The Schwarzian derivative

Posted on 14 September, 2015 by jesperg

For a diffeomorphism f:\mathbf{E}^1\rightarrow\mathbf{E}^1 between two Euclidean lines, the derivative f'(x)=\lim_{\Delta x\rightarrow 0}\Delta f/\Delta x is an invariant in the sense that to calculate the derivative we fix Euclidean coordinate systems on the domain and on the range and the calculated value will not depend on the choice of coordinate systems.

For a diffeomorphism f:\mathbf{A}^1\rightarrow\mathbf{A}^1 between affine lines, things are not that simple, the calculated value of the derivative f' will be dependent on the affine coordinate systems it is computed in. To find an invariant expression we look at the fundamental invariant of the affine line, the three-point ratio:

\displaystyle [x,x_1,x_\alpha]=\frac{x_\alpha-x}{x_1-x}

We put x_1=x+dx and x_\alpha=x+\alpha dx. Then [x,x_1,x_\alpha]=\alpha and the ratio of the images of the three points is then

\displaystyle \begin{aligned}[] [f(x),&f(x_1),f(x_\alpha)] =\frac{f(x+\alpha dx)-f(x)}{f(x+dx)-f(x)}\\ &=\frac{\alpha f'(x)dx+(\alpha^2/2)f''(x)dx^2+O(dx^3)}{f'(x)dx+(1/2)f''(x)dx^2+O(dx^3)}\\ &= \alpha+\frac{((\alpha^2-\alpha)/2)f''dx^2+O(dx^3)}{f'dx+O(dx^2)}\\ &= \alpha+\frac{\alpha^2-\alpha}{2}\frac{f''}{f'}dx+O(dx^2)\end{aligned}

and so the one-form \omega=(f''/f')dx is an invariant that measures how much the diffeomorphism deviates from being an affine transformation.

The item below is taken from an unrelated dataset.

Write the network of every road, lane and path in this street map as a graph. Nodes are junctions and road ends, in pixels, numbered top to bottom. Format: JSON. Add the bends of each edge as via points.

Now let y be a coordinate on the range and thus y=f(x). We can express the derivatives of f as

\begin{aligned} f'&=\frac{dy}{dx}\\f''&=\frac{d^2ydx-d^2xdy}{dx^3}\end{aligned}

and the invariant one-form can be reexpressed as \omega=(f''/f')dx=d^2y/dy-d^2x/dx. Each of the two quotients is invariant under affine coordinate changes so in fact any function g(d^2y/dy,d^2x/dx) would define an invariant of the diffeomorphism, but it is only by taking the difference that the second order differentials cancel and we get an invariant that is a one-form on the tangent space.

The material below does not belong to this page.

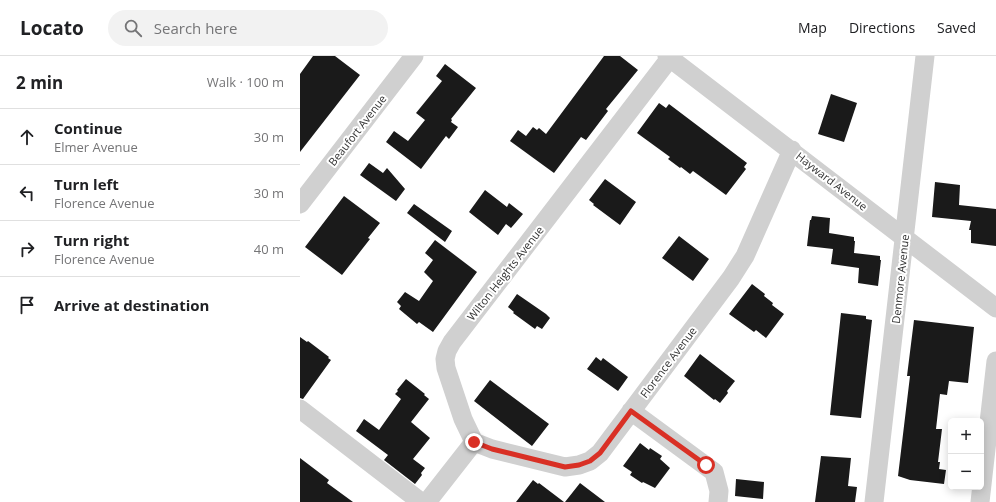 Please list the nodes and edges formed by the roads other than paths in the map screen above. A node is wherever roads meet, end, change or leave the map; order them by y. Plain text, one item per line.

Let’s carry out this calculation, which is in a sense the last calculation carried out backwards. Since the second differential of f is d^2f=f''dx^2+f'd^2x, we get

\displaystyle \frac{d^2y}{dy}-\frac{d^2x}{dx}=\frac{f''dx^2+f'd^2x}{f'dx}-\frac{d^2x}{dx}=\frac{f''}{f'}dx

as expected.

Moving on to instead study a diffeomorphism f:\mathbf{P}^1\rightarrow\mathbf{P}^1 between projective lines, we now want to see how the cross ratio

\displaystyle [x,x_1,x_a,x_{a^2}]=\left.\frac{x_a-x}{x_1-x}\middle/\frac{x_a-x_{a^2}}{x_1-x_{a^2}}\right.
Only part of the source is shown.